## Task to carry out:
Strip out the pictures and transcribe the records that follow exactly.

## Dataset entries:
┄┄┄┄┄┄┄┄┄┄┄┄┄┄┄┄┄┄┄┄
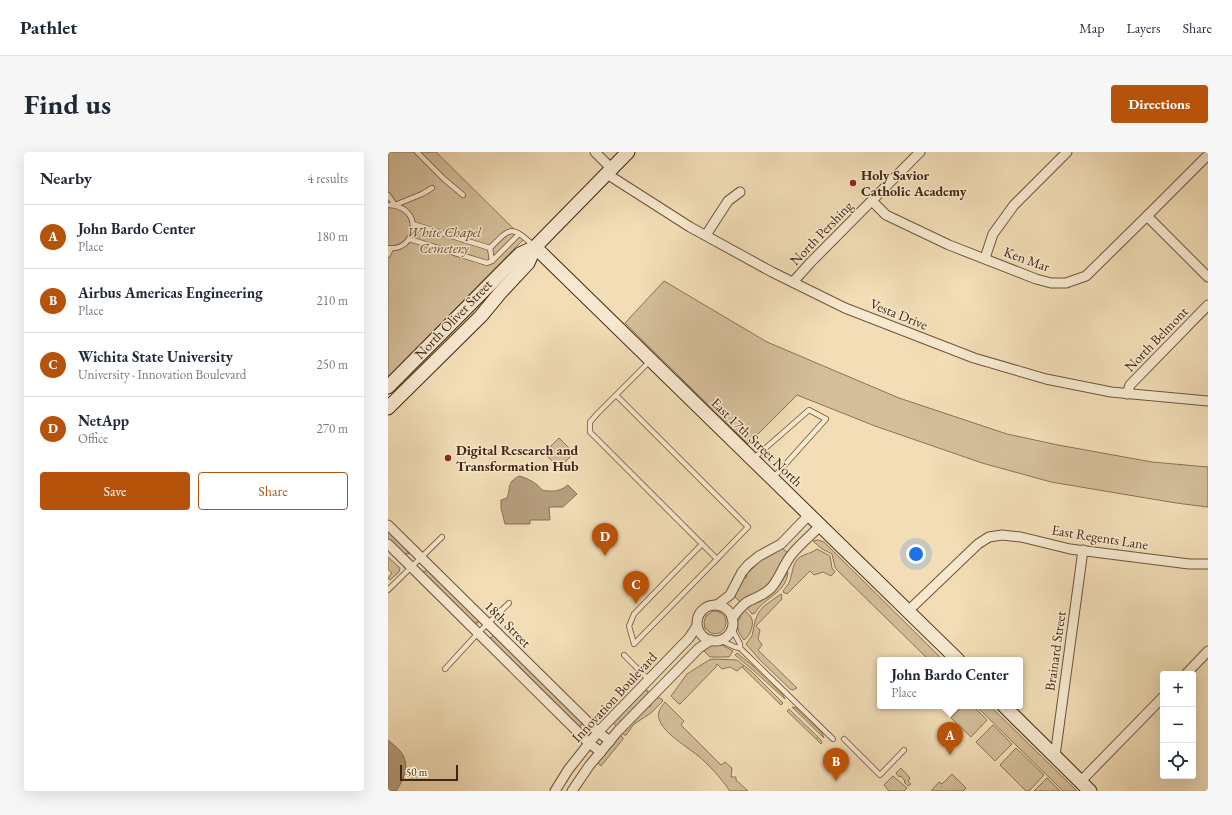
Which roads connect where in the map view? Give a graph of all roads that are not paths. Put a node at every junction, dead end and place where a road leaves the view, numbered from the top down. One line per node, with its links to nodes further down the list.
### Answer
1 (417, 152): 10 (lane)
2 (595, 152): 7 (street, Vesta Drive)
3 (628, 152): 7 (street, North Oliver Street)
4 (920, 152): 12 (street, North Pershing)
5 (1067, 152): 24 (street)
6 (1208, 154): 15 (street, Ken Mar)
7 (610, 171): 18 (street, Vesta Drive); 20 (street, North Oliver Street)
8 (432, 188): 14 (lane)
9 (740, 192): 18 (street)
10 (463, 194)
11 (388, 195): 14 (lane)
12 (872, 201): 24 (street, Ken Mar); 27 (street, North Pershing)
13 (388, 205): 14 (lane)
14 (395, 205): 16 (lane)
15 (1147, 216): 24 (street, Ken Mar); 26 (street)
16 (413, 224): 19 (lane); 22 (lane)
17 (519, 234): 20 (lane); 22 (lane); 25 (lane)
18 (706, 235): 27 (street, Vesta Drive)
19 (409, 239): 21 (lane); 25 (lane)
20 (535, 247): 29 (street, East 17th Street North); 30 (street, North Oliver Street); 34 (street, North Oliver Street)
21 (390, 248): 23 (lane)
22 (490, 248): 25 (lane)
23 (388, 255)
24 (985, 258)
25 (492, 261)
26 (1208, 277)
27 (793, 282): 31 (street, Vesta Drive)
28 (1208, 305): 31 (street, North Belmont)
29 (651, 361): 32 (lane); 35 (street, East 17th Street North)
30 (388, 387)
31 (1127, 394): 33 (street, Vesta Drive)
32 (616, 395): 42 (lane); 45 (lane)
33 (1208, 401)
34 (388, 408)
35 (752, 460): 36 (street, East 17th Street North); 36 (lane)
36 (771, 479): 37 (street, East 17th Street North)
37 (809, 515): 39 (street, East 17th Street North); 50 (street, Innovation Boulevard)
38 (388, 525): 44 (street, 18th Street)
39 (820, 526): 51 (street, East 17th Street North); 52 (street)
40 (442, 537): 44 (lane)
41 (388, 544): 47 (street, 18th Street)
42 (702, 544): 45 (lane); 45 (lane)
43 (1083, 550): 46 (street, East Regents Lane); 51 (street, East Regents Lane); 74 (street, Brainard Street)
44 (421, 558): 47 (lane); 53 (street, 18th Street)
45 (717, 559)
46 (1208, 564)
47 (411, 567): 48 (lane); 56 (street, 18th Street)
48 (388, 590)
49 (509, 603): 53 (lane)
50 (717, 605): 52 (street); 54 (street, Innovation Boulevard)
51 (908, 611): 61 (street, East 17th Street North)
52 (732, 618): 55 (street)
53 (488, 624): 56 (lane); 67 (street, 18th Street)
54 (697, 626): 57 (street); 64 (street, Innovation Boulevard)
55 (732, 629): 57 (street, Innovation Boulevard); 58 (lane)
56 (478, 633): 62 (lane); 71 (street, 18th Street)
57 (716, 640): 58 (lane); 70 (street, Innovation Boulevard)
58 (740, 648): 68 (lane)
59 (1208, 651): 63 (street)
60 (624, 655): 64 (lane)
61 (955, 657)
62 (445, 669)
63 (1189, 671)
64 (649, 680): 67 (street, Innovation Boulevard)
65 (1160, 700): 75 (street)
66 (1007, 709): 74 (street)
67 (598, 732): 70 (street, 18th Street); 71 (street, Innovation Boulevard)
68 (834, 739)
69 (844, 739): 72 (lane)
70 (610, 741): 73 (street, Innovation Boulevard)
71 (589, 743): 73 (street, 18th Street); 76 (street, Innovation Boulevard)
72 (904, 750)
73 (600, 752): 77 (street, Innovation Boulevard)
74 (1055, 756): 75 (street)
75 (1080, 781): 78 (street)
76 (555, 791)
77 (572, 791)
78 (1090, 791)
┄┄┄┄┄┄┄┄┄┄┄┄┄┄┄┄┄┄┄┄
## Task output:
Which roads connect where in the map view? Give a graph of all roads that are not paths. Put a node at every junction, dead end and place where a road leaves the view, numbered from the top down. One line per node, with its links to nodes further down the list.
### Answer
1 (417, 152): 10 (lane)
2 (595, 152): 7 (street, Vesta Drive)
3 (628, 152): 7 (street, North Oliver Street)
4 (920, 152): 12 (street, North Pershing)
5 (1067, 152): 24 (street)
6 (1208, 154): 15 (street, Ken Mar)
7 (610, 171): 18 (street, Vesta Drive); 20 (street, North Oliver Street)
8 (432, 188): 14 (lane)
9 (740, 192): 18 (street)
10 (463, 194)
11 (388, 195): 14 (lane)
12 (872, 201): 24 (street, Ken Mar); 27 (street, North Pershing)
13 (388, 205): 14 (lane)
14 (395, 205): 16 (lane)
15 (1147, 216): 24 (street, Ken Mar); 26 (street)
16 (413, 224): 19 (lane); 22 (lane)
17 (519, 234): 20 (lane); 22 (lane); 25 (lane)
18 (706, 235): 27 (street, Vesta Drive)
19 (409, 239): 21 (lane); 25 (lane)
20 (535, 247): 29 (street, East 17th Street North); 30 (street, North Oliver Street); 34 (street, North Oliver Street)
21 (390, 248): 23 (lane)
22 (490, 248): 25 (lane)
23 (388, 255)
24 (985, 258)
25 (492, 261)
26 (1208, 277)
27 (793, 282): 31 (street, Vesta Drive)
28 (1208, 305): 31 (street, North Belmont)
29 (651, 361): 32 (lane); 35 (street, East 17th Street North)
30 (388, 387)
31 (1127, 394): 33 (street, Vesta Drive)
32 (616, 395): 42 (lane); 45 (lane)
33 (1208, 401)
34 (388, 408)
35 (752, 460): 36 (street, East 17th Street North); 36 (lane)
36 (771, 479): 37 (street, East 17th Street North)
37 (809, 515): 39 (street, East 17th Street North); 50 (street, Innovation Boulevard)
38 (388, 525): 44 (street, 18th Street)
39 (820, 526): 51 (street, East 17th Street North); 52 (street)
40 (442, 537): 44 (lane)
41 (388, 544): 47 (street, 18th Street)
42 (702, 544): 45 (lane); 45 (lane)
43 (1083, 550): 46 (street, East Regents Lane); 51 (street, East Regents Lane); 74 (street, Brainard Street)
44 (421, 558): 47 (lane); 53 (street, 18th Street)
45 (717, 559)
46 (1208, 564)
47 (411, 567): 48 (lane); 56 (street, 18th Street)
48 (388, 590)
49 (509, 603): 53 (lane)
50 (717, 605): 52 (street); 54 (street, Innovation Boulevard)
51 (908, 611): 61 (street, East 17th Street North)
52 (732, 618): 55 (street)
53 (488, 624): 56 (lane); 67 (street, 18th Street)
54 (697, 626): 57 (street); 64 (street, Innovation Boulevard)
55 (732, 629): 57 (street, Innovation Boulevard); 58 (lane)
56 (478, 633): 62 (lane); 71 (street, 18th Street)
57 (716, 640): 58 (lane); 70 (street, Innovation Boulevard)
58 (740, 648): 68 (lane)
59 (1208, 651): 63 (street)
60 (624, 655): 64 (lane)
61 (955, 657)
62 (445, 669)
63 (1189, 671)
64 (649, 680): 67 (street, Innovation Boulevard)
65 (1160, 700): 75 (street)
66 (1007, 709): 74 (street)
67 (598, 732): 70 (street, 18th Street); 71 (street, Innovation Boulevard)
68 (834, 739)
69 (844, 739): 72 (lane)
70 (610, 741): 73 (street, Innovation Boulevard)
71 (589, 743): 73 (street, 18th Street); 76 (street, Innovation Boulevard)
72 (904, 750)
73 (600, 752): 77 (street, Innovation Boulevard)
74 (1055, 756): 75 (street)
75 (1080, 781): 78 (street)
76 (555, 791)
77 (572, 791)
78 (1090, 791)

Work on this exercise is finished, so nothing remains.